A enfermeira S. M. não conferiu as etiquetas constantes das seringas e uma colega chamada a colaborar no tratamento - era necessário imobilizar José Nora - passou à médica a seringa errada, também sem ler o rótulo. Só quando a médica já tinha injectado metade da substância é que uma das enfermeiras se apercebeu do erro, mas já era tarde de mais. A médica, que também não verificara a etiqueta, ainda tentou aspirar com a seringa o máximo possível de líquido e fez lavagens com soro fisiológico. José entrou em coma e morreu a 10 de Março.

A família pede uma indemnização de 433 mil euros. "Isto não é uma caça às bruxas. É preciso explicar que a classe médica não está acima da lei", defende o advogado da família, António Pinto Pereira, que não acredita noutro resultado que não a condenação.

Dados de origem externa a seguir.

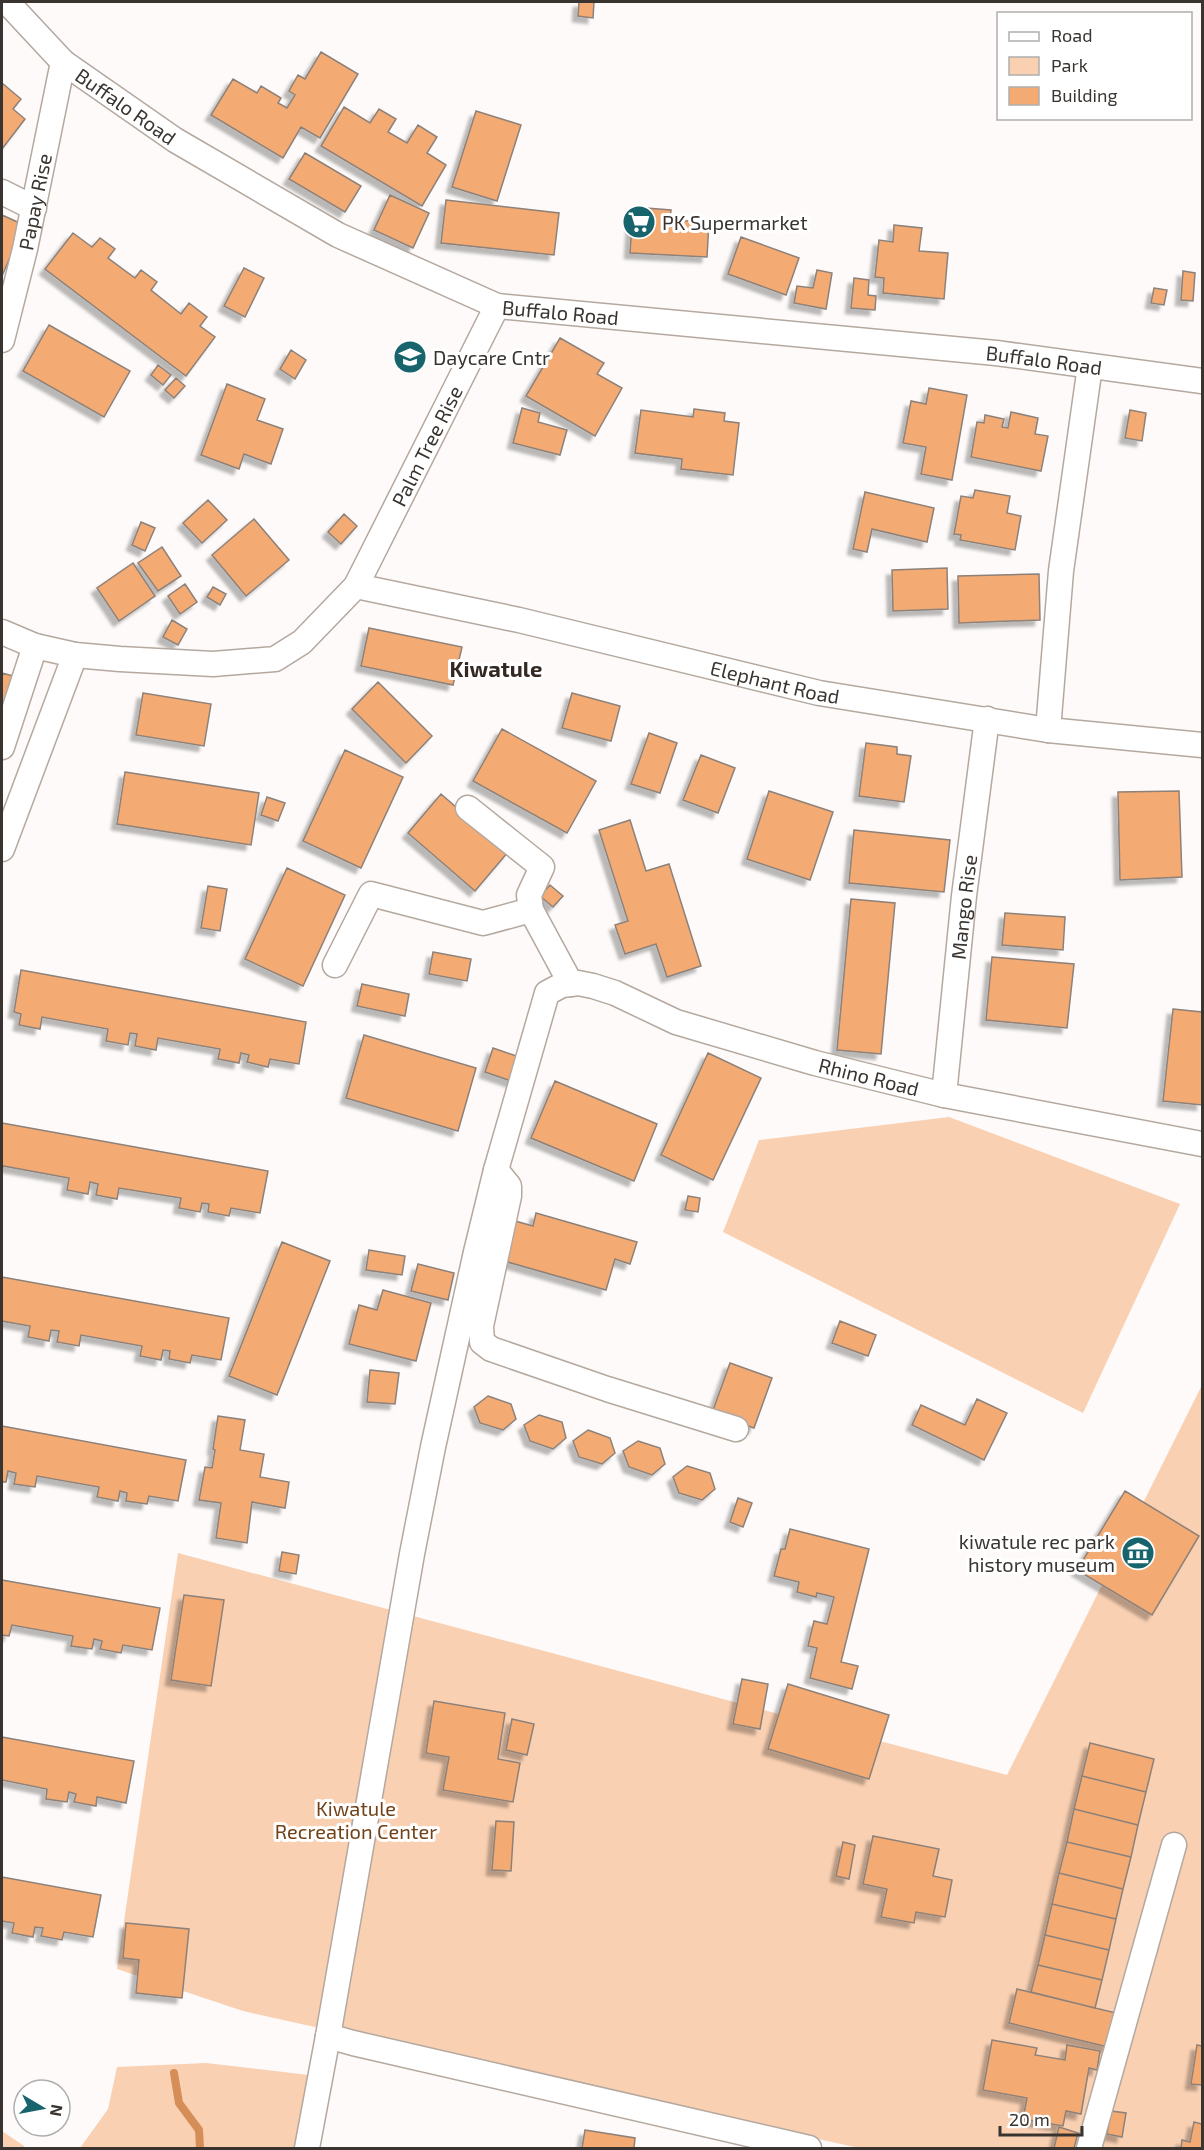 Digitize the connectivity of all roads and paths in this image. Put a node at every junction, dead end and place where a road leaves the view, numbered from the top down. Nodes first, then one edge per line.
1 (7, 2) edge
2 (63, 62) junction
3 (2, 192) edge
4 (34, 208) junction
5 (497, 306) junction
6 (2, 340) edge
7 (1090, 366) junction
8 (1203, 381) edge
9 (356, 586) junction
10 (2, 632) edge
11 (35, 646) junction
12 (75, 655) junction
13 (987, 719) junction
14 (1048, 730) junction
15 (1203, 745) edge
16 (2, 747) edge
17 (468, 808) dead end
18 (2, 849) edge
19 (531, 910) junction
20 (335, 965) dead end
21 (571, 984) junction
22 (945, 1095) junction
23 (1203, 1144) edge
24 (496, 1170) junction
25 (736, 1429) dead end
26 (1174, 1845) dead end
27 (328, 2036) junction
28 (307, 2148) edge
29 (810, 2148) edge
30 (1089, 2148) edge

1 - 2 street, Buffalo Road
2 - 4 street, Papay Rise
2 - 5 street, Buffalo Road
3 - 4 street
4 - 6 street, Papay Rise
5 - 7 street, Buffalo Road
5 - 9 street, Palm Tree Rise
7 - 8 street, Buffalo Road
7 - 14 street
9 - 12 street, Palm Tree Rise
9 - 13 street, Elephant Road
10 - 11 street, Palm Tree Rise
11 - 12 street, Palm Tree Rise
11 - 16 street
12 - 18 street
13 - 14 street, Elephant Road
13 - 22 street, Mango Rise
14 - 15 street, Elephant Road
17 - 19 street
19 - 20 street
19 - 21 street
21 - 22 street, Rhino Road
21 - 24 street, Rhino Road
22 - 23 street, Rhino Road
24 - 25 street
24 - 27 street
26 - 30 street
27 - 28 street
27 - 29 street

Condenados foram já a enfermeira F.R. e o médico A.C., a quem a juíza do Tribunal Criminal de Lisboa aplicou dois anos de prisão com pena suspensa. Os arguidos recorreram para o Tribunal da Relação, que ainda está a analisar o caso. A história de Francisco Novaes é em quase tudo semelhante à de José Nora. Também ele estava em remissão de uma leucemia e a fazer terapêutica de manutenção. A 7 de Dezembro de 2005, Francisco entrou no Hospital de Dia dos Capuchos para mais um ciclo de quimioterapia. Ficou provado que nesse dia o hospital "estava lotado". Sem ler os rótulos das seringas, a enfermeira passou Vincristina ao médico, que, igualmente sem verificar a etiqueta, a injectou na coluna do jovem.

O exemplo serviu para mudar as rotinas no Hospital de Dia dos Capuchos, levando inclusivamente à criação de um Manual de Boas Práticas. "Manual que estabelece aquilo que o bom senso já deveria ter imposto antes", acentua a juíza. Até então, a prática era a de colocar num só saco e num só tabuleiro os fármacos a aplicar por via intratecal e por via endovenosa. Desde então, o cuidado dos profissionais de saúde que lidam com este tipo de substâncias foi redobrado. Depois deste caso, "foram reforçadas as medidas correctivas essenciais, necessariamente ainda mais rigorosas que as já existentes, para evitar a eventualidade de um novo erro", assegura o Conselho de Administração do Centro Hospitalar de Lisboa Central, a que pertence a unidade dos Capuchos. Contactado pelo PÚBLICO, o IPO de Lisboa não enviou qualquer esclarecimento.

A Autoridade Nacional do Medicamento (Infarmed) rejeita responsabilidades, referindo que, em caso de troca de substâncias, "após apuramento de responsabilidades, deverão ser notificadas as ordens profissionais competentes (Ordem dos Médicos, Ordem dos Farmacêuticos, Ordem dos Enfermeiros e a Inspecção-Geral das Actividades em Saúde)".